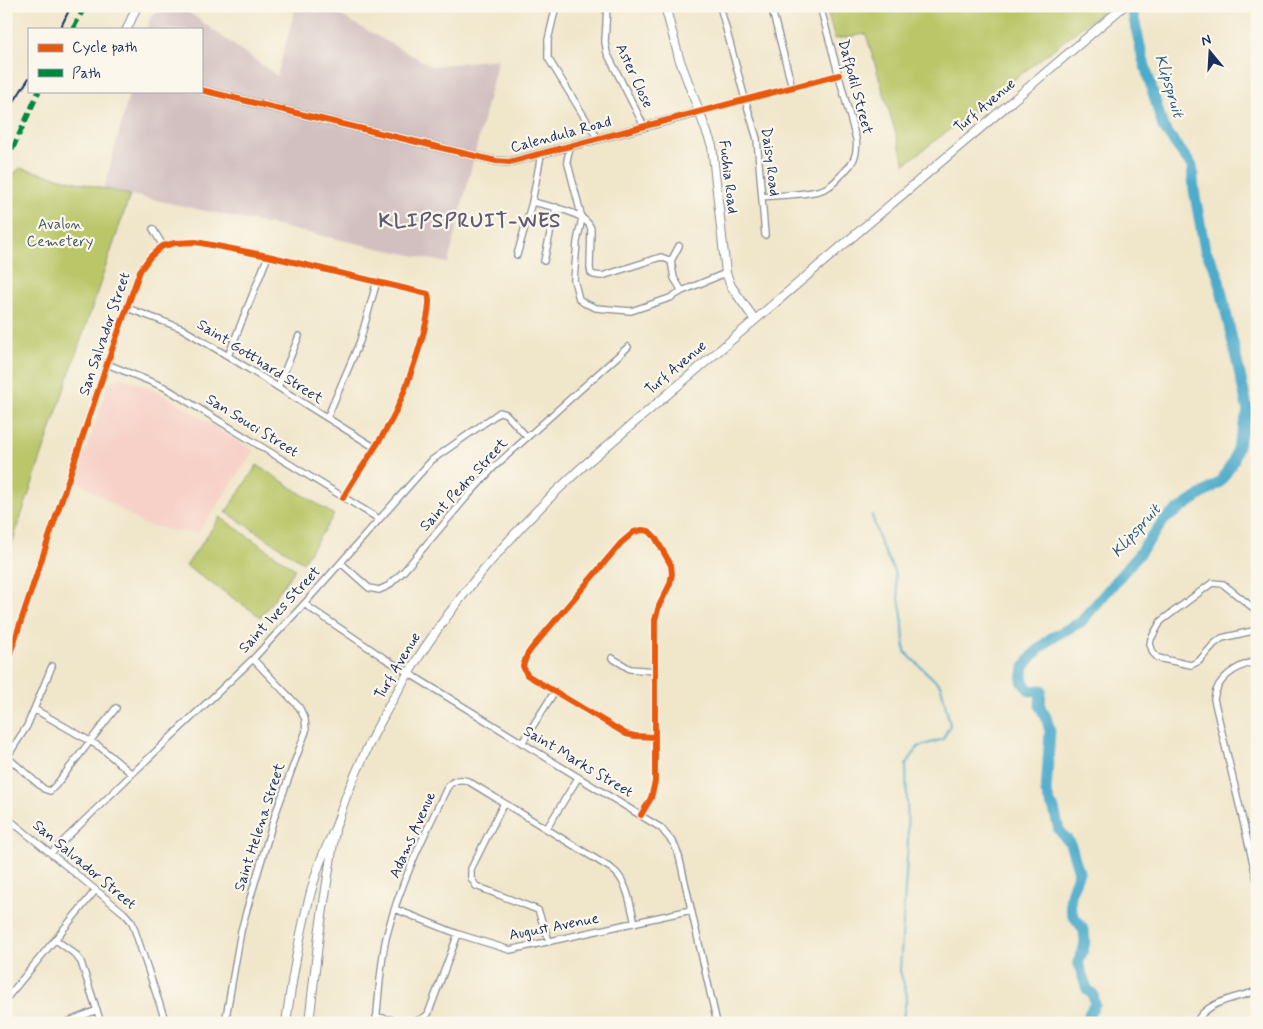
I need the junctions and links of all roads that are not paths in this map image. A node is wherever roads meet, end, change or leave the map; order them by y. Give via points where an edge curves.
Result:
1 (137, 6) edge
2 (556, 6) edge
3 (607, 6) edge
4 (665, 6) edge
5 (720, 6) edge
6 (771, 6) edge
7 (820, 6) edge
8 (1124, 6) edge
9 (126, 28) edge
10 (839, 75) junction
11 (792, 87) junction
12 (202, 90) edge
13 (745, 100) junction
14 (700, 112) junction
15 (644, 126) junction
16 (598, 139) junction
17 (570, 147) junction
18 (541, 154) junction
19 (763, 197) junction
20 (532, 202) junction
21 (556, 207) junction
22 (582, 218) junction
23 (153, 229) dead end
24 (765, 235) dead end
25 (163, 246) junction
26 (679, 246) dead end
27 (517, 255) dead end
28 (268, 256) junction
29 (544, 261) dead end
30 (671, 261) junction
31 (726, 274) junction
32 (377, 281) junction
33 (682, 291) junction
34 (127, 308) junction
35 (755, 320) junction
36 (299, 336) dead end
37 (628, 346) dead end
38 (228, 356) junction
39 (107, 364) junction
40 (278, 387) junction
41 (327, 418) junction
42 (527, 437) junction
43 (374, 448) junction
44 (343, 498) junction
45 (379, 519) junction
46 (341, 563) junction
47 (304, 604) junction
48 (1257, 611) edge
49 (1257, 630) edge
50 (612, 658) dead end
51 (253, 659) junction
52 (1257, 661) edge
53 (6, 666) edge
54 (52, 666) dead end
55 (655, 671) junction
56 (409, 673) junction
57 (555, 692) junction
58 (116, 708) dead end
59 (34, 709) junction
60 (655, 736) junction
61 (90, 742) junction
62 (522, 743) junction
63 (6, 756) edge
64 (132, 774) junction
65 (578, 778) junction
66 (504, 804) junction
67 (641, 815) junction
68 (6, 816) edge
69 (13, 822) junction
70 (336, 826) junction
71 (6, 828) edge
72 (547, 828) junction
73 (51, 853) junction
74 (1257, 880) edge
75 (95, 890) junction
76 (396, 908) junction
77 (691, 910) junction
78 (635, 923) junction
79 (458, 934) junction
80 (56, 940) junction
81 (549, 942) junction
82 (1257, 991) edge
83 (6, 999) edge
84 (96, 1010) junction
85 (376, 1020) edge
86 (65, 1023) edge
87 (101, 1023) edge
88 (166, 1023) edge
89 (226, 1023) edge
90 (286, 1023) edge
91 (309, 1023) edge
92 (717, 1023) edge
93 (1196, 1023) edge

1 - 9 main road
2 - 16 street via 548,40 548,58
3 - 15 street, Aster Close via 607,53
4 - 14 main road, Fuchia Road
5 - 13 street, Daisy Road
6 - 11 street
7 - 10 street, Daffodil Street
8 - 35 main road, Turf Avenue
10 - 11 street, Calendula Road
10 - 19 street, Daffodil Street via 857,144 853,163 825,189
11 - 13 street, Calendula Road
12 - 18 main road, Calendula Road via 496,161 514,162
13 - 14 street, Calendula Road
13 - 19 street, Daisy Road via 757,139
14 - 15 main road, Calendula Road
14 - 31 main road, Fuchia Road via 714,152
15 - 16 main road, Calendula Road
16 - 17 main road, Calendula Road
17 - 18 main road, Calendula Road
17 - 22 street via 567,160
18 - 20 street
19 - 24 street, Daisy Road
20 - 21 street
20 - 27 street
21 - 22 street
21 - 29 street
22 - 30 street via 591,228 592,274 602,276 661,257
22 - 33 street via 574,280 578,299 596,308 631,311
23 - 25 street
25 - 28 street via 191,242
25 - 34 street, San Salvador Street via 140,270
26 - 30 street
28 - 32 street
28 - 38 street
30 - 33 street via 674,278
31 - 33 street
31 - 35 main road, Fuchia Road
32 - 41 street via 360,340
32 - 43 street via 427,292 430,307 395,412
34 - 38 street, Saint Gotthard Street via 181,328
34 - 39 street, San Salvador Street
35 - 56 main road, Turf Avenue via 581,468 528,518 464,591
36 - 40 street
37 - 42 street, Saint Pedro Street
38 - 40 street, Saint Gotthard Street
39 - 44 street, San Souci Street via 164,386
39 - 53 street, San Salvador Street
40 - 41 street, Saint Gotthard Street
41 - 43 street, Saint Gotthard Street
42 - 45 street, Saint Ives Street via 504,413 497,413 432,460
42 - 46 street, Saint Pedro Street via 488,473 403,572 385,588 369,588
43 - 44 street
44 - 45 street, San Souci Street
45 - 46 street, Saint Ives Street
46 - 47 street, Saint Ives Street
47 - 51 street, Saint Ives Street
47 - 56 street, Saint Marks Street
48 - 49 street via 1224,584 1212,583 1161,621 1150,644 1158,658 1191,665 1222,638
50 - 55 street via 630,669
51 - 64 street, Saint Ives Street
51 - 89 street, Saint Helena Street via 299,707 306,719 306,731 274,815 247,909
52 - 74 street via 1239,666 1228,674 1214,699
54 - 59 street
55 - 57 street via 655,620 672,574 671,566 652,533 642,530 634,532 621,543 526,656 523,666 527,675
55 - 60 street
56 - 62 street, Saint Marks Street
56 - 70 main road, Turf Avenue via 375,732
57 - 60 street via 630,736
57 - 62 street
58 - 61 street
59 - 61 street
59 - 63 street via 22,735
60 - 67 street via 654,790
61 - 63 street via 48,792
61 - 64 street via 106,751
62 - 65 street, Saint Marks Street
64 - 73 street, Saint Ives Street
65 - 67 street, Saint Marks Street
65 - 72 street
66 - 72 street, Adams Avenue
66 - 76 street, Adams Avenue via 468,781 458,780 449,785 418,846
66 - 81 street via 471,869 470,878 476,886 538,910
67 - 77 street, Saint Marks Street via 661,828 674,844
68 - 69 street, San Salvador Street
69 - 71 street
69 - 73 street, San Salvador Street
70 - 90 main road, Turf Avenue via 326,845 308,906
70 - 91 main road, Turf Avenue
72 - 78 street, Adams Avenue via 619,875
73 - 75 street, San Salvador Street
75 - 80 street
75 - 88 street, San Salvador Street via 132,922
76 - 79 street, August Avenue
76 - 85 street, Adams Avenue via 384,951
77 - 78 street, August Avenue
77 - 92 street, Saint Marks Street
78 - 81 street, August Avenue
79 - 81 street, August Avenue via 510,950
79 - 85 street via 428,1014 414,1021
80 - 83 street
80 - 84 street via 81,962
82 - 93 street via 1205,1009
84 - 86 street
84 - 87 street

◆ ◆ ◆ ◆ ◆

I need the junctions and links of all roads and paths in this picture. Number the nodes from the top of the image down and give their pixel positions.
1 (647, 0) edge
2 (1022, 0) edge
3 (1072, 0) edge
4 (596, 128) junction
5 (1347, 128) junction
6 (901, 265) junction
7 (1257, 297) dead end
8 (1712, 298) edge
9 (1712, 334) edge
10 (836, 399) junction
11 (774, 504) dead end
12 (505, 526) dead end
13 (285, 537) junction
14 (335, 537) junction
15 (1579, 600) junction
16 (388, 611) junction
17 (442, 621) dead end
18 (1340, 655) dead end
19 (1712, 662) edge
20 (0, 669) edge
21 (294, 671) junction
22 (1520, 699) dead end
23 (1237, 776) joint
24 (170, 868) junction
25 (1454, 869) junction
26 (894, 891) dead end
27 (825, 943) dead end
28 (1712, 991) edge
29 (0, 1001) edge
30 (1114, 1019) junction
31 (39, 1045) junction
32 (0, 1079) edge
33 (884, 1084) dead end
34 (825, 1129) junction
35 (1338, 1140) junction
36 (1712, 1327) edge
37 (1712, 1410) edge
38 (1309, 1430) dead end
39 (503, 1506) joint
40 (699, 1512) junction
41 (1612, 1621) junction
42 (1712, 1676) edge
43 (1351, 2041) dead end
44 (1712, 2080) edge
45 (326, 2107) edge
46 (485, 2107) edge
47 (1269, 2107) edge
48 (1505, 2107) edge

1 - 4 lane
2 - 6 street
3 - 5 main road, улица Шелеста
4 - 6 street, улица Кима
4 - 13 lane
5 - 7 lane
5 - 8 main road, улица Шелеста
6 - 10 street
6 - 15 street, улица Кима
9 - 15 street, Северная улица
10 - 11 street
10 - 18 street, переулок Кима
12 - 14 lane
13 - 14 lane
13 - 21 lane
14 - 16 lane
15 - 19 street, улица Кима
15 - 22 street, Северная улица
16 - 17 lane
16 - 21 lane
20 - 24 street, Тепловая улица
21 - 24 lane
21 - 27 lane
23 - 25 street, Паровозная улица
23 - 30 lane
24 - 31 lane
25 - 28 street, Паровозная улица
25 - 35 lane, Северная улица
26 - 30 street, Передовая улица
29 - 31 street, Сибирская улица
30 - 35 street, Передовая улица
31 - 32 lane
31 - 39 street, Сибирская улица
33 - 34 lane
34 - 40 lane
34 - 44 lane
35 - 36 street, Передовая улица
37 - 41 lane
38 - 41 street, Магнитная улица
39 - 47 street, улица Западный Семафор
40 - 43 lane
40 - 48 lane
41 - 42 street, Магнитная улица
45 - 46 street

◆ ◆ ◆ ◆ ◆

**TASK INSTRUCTIONS**.
If a line in the records above includes the string "Gotthard", copy it.

**RESPONSE**.
34 - 38 street, Saint Gotthard Street via 181,328
38 - 40 street, Saint Gotthard Street
40 - 41 street, Saint Gotthard Street
41 - 43 street, Saint Gotthard Street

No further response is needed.